Phenomena like the brain drain are usually not connected with this massively under producing environment but in my opinion employment of an incompetent workforce contributes a lot in making the industry sluggish and incapable of innovating. VCs and angels have started to drift to India to decrease their seed capital but the problem persists, it is easier for an individual to go to the valley and get some experience and startup, than to work inefficiently with the mediocre workforce and this is not the case with just IT pros who do not hold an IT degree, it is found even with IT engineers coming from reputed institutes. The pedagogical structure, lack of industry exposure in student years, no exposure to entrepreneurship or other fields like research contribute more to this situation. Institutes like NIIT are making hay while the college system of education is failing. Though I mean no disrespect to NIIT, it is important to consider what a college offers in four years in comparison to what an IT Training institute offering a diploma offer.
To be honest I do not offer any solution, cause quite frankly I do not completely understand why any companies would employ someone and spend time and money to train a person and use his/her cramming skills in programming. I can ask students pursuing engineering to take care in actually studying and learning IT and Software than just pursuing and degree and do at least two internships in college life.
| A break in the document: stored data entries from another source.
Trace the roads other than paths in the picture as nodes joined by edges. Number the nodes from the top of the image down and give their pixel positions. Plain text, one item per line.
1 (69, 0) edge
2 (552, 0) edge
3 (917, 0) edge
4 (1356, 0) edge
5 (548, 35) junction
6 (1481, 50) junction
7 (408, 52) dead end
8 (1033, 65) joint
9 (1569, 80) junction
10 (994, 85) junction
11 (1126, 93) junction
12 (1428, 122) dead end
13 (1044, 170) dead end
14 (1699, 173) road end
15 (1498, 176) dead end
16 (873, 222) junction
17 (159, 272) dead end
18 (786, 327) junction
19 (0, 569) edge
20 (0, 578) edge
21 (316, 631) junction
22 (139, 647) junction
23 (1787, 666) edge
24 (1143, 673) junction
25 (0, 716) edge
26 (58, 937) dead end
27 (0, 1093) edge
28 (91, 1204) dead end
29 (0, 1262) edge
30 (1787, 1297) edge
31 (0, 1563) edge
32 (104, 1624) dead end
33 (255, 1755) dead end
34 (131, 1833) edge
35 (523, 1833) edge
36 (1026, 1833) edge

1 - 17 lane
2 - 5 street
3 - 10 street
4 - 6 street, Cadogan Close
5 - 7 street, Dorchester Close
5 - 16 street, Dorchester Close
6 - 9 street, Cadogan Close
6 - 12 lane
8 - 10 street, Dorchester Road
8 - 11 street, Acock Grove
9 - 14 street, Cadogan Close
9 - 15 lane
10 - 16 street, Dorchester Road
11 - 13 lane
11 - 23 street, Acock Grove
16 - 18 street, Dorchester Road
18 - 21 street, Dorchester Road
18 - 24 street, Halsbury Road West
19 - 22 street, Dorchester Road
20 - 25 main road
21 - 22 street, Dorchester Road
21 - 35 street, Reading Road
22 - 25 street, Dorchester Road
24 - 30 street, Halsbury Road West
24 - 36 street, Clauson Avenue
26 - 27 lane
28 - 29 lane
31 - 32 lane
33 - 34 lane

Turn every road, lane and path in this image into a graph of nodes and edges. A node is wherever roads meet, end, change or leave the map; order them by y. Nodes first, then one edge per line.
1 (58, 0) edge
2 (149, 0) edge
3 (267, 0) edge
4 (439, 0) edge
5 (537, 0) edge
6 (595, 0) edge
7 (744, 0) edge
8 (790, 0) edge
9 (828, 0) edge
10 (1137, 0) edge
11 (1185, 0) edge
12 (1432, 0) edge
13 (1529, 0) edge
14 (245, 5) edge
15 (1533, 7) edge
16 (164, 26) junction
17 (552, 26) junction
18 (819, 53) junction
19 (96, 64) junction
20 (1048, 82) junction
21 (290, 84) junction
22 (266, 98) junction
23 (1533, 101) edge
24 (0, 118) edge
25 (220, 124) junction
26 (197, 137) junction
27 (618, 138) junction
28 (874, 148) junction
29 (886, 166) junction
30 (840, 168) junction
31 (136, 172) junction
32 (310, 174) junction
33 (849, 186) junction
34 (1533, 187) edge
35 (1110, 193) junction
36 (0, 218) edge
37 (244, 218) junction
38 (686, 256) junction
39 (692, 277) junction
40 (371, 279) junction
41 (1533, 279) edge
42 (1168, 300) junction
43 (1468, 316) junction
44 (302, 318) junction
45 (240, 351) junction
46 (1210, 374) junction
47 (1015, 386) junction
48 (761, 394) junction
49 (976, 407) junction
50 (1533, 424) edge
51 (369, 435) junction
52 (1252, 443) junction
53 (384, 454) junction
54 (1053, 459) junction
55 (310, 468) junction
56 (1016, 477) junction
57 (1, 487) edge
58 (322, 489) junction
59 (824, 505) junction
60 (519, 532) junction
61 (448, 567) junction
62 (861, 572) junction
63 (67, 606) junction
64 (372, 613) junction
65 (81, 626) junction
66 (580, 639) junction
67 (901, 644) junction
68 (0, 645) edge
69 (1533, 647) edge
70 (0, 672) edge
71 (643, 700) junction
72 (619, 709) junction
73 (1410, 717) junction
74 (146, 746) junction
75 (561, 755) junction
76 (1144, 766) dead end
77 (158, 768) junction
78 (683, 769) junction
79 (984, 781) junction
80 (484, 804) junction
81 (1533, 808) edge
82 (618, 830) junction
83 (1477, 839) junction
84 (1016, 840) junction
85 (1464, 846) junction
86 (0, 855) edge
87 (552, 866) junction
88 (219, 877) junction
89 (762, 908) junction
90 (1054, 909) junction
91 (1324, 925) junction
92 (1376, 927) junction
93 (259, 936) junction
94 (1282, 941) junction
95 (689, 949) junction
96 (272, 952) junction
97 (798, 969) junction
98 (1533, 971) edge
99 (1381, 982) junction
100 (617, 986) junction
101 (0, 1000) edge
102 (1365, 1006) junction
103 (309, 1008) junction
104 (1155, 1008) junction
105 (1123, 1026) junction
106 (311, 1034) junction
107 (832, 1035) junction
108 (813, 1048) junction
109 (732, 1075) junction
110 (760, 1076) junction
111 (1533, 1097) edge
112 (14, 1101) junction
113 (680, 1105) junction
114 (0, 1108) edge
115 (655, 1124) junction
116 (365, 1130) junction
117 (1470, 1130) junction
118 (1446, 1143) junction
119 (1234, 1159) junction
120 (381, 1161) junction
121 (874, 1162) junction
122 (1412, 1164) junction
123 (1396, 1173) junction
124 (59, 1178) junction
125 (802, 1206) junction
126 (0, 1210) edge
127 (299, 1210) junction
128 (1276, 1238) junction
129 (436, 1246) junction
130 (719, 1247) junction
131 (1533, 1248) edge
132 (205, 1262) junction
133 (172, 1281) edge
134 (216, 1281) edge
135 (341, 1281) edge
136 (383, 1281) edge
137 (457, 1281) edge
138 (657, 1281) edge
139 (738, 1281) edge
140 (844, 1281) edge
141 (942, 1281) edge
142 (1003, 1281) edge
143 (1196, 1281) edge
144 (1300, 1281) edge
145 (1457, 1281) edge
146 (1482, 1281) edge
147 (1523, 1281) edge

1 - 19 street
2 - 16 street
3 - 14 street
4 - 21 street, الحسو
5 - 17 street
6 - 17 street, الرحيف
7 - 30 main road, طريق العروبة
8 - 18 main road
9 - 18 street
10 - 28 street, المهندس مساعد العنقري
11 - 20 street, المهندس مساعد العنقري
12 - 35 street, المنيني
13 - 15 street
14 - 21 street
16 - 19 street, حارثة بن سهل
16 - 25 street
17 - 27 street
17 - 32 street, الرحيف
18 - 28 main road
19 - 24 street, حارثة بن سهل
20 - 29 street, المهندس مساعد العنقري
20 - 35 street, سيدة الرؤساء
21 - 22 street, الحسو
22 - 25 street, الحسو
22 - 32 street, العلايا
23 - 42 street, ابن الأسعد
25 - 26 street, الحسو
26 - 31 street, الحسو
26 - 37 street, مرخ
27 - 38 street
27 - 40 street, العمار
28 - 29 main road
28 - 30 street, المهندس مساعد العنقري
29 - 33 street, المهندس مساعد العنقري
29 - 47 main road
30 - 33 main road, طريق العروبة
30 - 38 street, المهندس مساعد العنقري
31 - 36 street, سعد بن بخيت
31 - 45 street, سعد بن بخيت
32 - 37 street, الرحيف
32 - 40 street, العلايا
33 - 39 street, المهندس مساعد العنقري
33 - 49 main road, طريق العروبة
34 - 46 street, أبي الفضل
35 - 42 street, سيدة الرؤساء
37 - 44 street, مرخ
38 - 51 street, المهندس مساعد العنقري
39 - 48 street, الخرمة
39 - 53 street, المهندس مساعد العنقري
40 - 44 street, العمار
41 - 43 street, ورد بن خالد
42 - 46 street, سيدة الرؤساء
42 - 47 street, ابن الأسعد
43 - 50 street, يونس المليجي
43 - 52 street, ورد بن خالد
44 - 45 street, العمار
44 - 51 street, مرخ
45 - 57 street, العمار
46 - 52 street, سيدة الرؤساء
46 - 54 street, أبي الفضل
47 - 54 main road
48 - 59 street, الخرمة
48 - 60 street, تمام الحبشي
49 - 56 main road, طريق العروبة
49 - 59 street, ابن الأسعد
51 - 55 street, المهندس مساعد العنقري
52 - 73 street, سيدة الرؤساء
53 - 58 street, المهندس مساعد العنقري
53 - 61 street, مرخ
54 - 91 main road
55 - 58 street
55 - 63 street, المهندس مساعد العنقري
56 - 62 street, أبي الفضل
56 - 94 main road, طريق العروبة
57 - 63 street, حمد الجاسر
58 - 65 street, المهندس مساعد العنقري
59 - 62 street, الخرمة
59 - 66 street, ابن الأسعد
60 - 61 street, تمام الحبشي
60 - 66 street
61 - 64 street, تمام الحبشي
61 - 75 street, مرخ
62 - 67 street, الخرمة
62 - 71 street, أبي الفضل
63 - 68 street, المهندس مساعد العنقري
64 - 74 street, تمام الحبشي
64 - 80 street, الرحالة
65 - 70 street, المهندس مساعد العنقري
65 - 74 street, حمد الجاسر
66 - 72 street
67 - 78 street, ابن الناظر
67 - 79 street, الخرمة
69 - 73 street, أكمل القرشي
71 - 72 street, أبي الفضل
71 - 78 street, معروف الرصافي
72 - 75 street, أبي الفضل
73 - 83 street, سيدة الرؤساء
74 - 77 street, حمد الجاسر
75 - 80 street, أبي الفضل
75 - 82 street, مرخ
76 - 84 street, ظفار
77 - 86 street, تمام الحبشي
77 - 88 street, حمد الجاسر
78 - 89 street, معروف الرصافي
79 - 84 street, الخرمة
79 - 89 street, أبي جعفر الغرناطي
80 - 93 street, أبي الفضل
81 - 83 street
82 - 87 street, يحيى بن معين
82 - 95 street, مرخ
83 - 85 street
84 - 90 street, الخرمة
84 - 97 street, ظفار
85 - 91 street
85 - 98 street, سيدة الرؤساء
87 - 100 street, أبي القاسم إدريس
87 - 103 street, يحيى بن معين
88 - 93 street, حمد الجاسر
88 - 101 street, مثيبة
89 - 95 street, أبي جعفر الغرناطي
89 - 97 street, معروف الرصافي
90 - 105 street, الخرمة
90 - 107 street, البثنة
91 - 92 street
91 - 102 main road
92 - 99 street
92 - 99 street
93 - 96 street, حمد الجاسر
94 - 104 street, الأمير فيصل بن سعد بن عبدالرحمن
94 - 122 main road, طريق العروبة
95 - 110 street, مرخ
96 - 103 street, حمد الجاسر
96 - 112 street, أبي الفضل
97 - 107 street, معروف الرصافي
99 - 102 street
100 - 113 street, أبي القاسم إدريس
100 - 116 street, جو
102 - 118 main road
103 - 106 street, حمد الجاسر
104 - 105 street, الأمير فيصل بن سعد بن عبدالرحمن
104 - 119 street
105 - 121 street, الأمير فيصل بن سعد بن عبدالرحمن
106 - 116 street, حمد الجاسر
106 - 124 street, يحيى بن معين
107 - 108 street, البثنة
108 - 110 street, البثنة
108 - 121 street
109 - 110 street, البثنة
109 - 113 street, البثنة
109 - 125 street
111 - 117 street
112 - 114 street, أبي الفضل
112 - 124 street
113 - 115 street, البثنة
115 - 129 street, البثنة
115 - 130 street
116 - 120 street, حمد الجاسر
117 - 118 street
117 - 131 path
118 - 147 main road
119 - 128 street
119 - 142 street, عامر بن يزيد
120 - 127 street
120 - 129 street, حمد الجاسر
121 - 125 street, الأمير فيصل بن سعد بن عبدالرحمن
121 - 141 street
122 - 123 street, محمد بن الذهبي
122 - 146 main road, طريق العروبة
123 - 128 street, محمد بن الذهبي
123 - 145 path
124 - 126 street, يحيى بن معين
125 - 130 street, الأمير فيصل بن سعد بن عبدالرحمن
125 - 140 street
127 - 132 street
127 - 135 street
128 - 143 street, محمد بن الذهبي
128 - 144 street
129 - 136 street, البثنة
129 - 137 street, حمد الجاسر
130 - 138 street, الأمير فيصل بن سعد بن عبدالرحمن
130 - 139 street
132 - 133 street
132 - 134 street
They quite simply change the perspective of an individual. After an industrial internship you suddenly start analyzing yourself in terms of man hours, efficiency and deliverance etc. They essentially help you to
- Gain exposure to a particular career field.
- Learn about your own likes, dislikes, interests, and values.
- Build your skills and your resume for full-time positions.
- Expand your network of contacts and gain a professional reference.
- Develop insight into what skills and abilities employers want.
There are some very good portals like hellointern.com aimed specifically in getting you the required industrial exposure.